Exercise requirements: Search the entries below for the word "rows" and copy every line where it appears.

:::

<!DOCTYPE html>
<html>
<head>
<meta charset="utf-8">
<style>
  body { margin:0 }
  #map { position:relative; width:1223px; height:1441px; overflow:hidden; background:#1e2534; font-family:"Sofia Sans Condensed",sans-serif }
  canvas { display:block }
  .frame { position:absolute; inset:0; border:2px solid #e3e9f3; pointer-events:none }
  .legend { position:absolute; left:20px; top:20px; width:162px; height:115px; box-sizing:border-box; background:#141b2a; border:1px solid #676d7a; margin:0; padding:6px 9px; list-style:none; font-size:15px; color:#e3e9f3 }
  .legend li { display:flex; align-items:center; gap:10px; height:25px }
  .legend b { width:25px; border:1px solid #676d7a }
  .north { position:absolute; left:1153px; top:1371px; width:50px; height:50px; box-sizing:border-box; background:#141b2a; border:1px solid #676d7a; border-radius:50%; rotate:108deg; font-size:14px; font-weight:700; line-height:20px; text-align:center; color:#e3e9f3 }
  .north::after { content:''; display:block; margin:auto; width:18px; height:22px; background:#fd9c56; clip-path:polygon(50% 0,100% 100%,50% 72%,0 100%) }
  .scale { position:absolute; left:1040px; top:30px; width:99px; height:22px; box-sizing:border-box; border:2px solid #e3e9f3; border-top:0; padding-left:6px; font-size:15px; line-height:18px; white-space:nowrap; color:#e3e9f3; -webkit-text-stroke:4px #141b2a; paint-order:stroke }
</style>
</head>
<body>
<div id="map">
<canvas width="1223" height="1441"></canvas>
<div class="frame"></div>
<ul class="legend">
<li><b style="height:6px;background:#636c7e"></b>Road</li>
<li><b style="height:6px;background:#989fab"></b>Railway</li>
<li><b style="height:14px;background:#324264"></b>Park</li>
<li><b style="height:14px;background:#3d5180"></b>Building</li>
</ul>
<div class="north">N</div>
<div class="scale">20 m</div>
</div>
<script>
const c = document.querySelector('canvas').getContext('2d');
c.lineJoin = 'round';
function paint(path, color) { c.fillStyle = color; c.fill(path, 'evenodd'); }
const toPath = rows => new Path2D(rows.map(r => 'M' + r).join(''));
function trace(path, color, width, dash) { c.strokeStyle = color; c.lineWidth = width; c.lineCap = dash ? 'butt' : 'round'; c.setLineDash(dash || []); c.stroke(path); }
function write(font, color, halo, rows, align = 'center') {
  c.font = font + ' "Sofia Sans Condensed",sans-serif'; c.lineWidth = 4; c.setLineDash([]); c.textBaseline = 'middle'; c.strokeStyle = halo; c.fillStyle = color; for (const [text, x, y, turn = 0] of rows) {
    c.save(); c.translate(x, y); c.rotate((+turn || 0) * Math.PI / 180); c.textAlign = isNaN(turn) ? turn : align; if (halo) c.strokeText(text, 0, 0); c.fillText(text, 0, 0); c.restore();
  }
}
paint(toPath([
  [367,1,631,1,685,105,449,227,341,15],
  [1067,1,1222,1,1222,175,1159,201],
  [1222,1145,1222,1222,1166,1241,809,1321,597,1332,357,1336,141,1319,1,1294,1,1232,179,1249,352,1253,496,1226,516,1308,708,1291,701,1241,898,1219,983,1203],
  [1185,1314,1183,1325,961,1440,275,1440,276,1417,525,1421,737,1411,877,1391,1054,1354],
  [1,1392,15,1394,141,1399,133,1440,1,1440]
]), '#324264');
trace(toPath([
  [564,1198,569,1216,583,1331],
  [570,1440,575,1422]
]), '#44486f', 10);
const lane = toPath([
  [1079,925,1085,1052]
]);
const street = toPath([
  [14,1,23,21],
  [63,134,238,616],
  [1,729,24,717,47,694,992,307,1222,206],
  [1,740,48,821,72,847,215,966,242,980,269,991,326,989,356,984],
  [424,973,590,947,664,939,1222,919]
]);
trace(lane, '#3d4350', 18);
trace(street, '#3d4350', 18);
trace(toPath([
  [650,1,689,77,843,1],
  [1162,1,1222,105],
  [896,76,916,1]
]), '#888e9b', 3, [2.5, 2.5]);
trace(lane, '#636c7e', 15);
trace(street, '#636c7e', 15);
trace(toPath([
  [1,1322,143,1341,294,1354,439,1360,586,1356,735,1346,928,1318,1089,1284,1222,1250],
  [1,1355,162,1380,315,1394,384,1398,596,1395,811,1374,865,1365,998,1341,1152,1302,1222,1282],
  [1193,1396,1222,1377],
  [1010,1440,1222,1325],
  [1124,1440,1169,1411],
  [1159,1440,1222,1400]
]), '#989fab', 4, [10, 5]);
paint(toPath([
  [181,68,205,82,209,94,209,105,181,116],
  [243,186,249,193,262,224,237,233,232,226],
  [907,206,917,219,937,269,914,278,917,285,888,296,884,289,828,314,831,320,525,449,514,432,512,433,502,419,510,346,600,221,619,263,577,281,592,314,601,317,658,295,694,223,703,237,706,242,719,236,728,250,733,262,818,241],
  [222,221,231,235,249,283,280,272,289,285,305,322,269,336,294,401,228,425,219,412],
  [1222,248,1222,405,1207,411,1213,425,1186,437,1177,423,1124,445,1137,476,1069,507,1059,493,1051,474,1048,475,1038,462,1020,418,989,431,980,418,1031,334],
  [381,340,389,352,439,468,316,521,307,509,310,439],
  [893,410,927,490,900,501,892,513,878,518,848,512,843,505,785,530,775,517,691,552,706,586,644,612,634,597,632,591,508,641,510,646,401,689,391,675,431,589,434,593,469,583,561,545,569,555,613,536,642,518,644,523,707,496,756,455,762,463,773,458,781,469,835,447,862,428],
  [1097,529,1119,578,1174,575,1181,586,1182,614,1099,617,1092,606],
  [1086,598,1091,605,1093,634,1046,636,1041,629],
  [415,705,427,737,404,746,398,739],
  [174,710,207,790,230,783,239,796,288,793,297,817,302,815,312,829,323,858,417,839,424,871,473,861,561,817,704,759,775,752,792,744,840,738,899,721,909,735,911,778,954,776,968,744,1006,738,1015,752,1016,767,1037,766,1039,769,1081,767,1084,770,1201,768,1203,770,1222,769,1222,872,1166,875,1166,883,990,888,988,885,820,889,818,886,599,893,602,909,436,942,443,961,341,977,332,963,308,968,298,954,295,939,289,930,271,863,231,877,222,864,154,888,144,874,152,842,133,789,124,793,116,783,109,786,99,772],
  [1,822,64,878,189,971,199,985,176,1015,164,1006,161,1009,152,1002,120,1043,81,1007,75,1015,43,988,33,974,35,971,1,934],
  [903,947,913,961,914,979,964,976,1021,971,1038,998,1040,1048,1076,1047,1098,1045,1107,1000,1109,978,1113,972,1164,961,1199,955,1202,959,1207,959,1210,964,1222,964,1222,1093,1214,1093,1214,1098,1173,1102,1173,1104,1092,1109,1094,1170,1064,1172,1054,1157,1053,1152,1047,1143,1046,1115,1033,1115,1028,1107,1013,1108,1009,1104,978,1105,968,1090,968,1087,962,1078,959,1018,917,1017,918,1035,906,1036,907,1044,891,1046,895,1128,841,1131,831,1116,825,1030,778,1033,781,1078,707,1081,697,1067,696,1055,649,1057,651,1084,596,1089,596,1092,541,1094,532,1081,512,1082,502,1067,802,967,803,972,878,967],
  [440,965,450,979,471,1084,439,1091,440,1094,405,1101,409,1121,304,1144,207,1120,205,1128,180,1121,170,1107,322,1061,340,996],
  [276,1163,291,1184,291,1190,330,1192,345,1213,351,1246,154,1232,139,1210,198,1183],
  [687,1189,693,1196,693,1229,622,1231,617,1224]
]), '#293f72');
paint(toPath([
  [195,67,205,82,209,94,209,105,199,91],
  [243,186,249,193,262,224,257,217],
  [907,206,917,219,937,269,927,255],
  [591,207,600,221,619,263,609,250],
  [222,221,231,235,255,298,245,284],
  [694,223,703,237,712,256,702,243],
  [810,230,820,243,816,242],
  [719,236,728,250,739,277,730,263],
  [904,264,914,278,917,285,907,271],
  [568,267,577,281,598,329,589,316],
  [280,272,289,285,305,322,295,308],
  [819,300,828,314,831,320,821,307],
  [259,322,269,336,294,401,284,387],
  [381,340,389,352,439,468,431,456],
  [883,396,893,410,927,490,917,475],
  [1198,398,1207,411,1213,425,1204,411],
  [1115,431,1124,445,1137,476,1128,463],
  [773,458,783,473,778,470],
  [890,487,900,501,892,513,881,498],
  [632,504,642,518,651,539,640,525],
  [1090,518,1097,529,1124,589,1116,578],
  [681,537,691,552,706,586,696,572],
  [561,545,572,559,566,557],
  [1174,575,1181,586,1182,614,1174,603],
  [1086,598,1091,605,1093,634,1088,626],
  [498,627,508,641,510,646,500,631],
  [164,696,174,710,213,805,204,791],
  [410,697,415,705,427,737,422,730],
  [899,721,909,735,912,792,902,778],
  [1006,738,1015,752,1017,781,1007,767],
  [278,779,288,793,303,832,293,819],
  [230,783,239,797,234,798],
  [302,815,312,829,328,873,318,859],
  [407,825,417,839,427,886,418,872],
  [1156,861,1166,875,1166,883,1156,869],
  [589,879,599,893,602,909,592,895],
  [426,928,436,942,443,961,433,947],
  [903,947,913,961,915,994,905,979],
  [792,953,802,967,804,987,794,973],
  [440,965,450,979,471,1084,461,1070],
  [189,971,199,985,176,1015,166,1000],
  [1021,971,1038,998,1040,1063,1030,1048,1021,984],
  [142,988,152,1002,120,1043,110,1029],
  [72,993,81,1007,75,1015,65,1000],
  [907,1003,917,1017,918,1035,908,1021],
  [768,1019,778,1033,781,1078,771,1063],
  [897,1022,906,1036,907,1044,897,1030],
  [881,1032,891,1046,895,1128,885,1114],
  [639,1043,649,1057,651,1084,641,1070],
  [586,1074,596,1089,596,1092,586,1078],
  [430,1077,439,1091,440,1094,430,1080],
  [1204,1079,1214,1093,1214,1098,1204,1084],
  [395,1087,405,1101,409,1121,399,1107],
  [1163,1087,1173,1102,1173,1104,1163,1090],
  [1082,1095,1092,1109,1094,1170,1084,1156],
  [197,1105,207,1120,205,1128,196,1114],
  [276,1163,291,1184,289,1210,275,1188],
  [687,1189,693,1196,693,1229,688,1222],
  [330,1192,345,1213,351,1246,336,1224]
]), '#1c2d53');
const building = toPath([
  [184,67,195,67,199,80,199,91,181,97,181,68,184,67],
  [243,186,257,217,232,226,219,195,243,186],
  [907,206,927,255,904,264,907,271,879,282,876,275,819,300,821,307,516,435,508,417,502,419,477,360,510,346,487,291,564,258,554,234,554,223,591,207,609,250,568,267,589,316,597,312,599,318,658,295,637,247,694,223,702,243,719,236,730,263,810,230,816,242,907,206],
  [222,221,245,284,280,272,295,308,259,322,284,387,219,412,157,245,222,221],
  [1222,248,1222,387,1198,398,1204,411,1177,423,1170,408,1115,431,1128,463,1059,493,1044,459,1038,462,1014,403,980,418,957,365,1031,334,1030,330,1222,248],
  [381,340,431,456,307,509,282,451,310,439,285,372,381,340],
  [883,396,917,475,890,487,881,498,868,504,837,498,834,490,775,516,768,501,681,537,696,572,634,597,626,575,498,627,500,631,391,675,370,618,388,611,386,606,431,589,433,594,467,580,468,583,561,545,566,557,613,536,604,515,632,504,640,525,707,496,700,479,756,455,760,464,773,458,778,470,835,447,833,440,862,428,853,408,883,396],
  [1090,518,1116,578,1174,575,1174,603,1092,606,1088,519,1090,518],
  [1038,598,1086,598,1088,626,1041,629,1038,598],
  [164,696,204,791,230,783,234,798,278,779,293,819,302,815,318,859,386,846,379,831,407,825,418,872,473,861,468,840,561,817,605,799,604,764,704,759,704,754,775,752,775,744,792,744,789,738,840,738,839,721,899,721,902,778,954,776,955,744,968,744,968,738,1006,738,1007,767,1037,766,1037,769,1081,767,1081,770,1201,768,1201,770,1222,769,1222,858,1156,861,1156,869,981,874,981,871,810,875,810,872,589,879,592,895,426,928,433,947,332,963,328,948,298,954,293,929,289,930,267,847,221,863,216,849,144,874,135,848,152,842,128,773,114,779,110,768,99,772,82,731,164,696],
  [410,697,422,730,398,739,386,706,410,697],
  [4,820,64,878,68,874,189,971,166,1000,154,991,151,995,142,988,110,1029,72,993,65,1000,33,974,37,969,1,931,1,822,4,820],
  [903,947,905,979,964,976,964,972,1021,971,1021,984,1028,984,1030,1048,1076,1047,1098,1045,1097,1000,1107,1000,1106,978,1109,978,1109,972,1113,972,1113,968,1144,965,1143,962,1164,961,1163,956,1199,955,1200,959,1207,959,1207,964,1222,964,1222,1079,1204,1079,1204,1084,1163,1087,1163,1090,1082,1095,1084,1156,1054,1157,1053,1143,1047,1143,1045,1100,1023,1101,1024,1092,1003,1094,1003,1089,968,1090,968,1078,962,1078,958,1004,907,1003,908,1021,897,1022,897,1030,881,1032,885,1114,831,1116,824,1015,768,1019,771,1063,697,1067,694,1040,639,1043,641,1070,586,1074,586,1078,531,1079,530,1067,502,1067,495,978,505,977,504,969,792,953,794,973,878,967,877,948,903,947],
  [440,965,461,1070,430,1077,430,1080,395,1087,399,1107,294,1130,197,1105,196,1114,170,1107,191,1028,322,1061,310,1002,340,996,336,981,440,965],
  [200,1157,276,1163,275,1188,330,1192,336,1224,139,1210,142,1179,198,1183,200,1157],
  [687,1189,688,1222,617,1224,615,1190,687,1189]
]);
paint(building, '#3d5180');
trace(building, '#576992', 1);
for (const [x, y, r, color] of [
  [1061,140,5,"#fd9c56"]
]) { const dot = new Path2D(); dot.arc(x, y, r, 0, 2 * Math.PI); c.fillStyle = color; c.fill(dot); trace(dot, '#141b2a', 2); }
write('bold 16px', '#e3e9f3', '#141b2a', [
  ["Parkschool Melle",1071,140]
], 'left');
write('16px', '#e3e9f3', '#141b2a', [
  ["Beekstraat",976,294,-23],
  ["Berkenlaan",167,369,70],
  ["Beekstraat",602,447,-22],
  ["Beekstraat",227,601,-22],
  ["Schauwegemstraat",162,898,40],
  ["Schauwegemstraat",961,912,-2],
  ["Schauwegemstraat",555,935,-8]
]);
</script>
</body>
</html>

:::

Answer to this problem:
const toPath = rows => new Path2D(rows.map(r => 'M' + r).join(''));
function write(font, color, halo, rows, align = 'center') {
  c.font = font + ' "Sofia Sans Condensed",sans-serif'; c.lineWidth = 4; c.setLineDash([]); c.textBaseline = 'middle'; c.strokeStyle = halo; c.fillStyle = color; for (const [text, x, y, turn = 0] of rows) {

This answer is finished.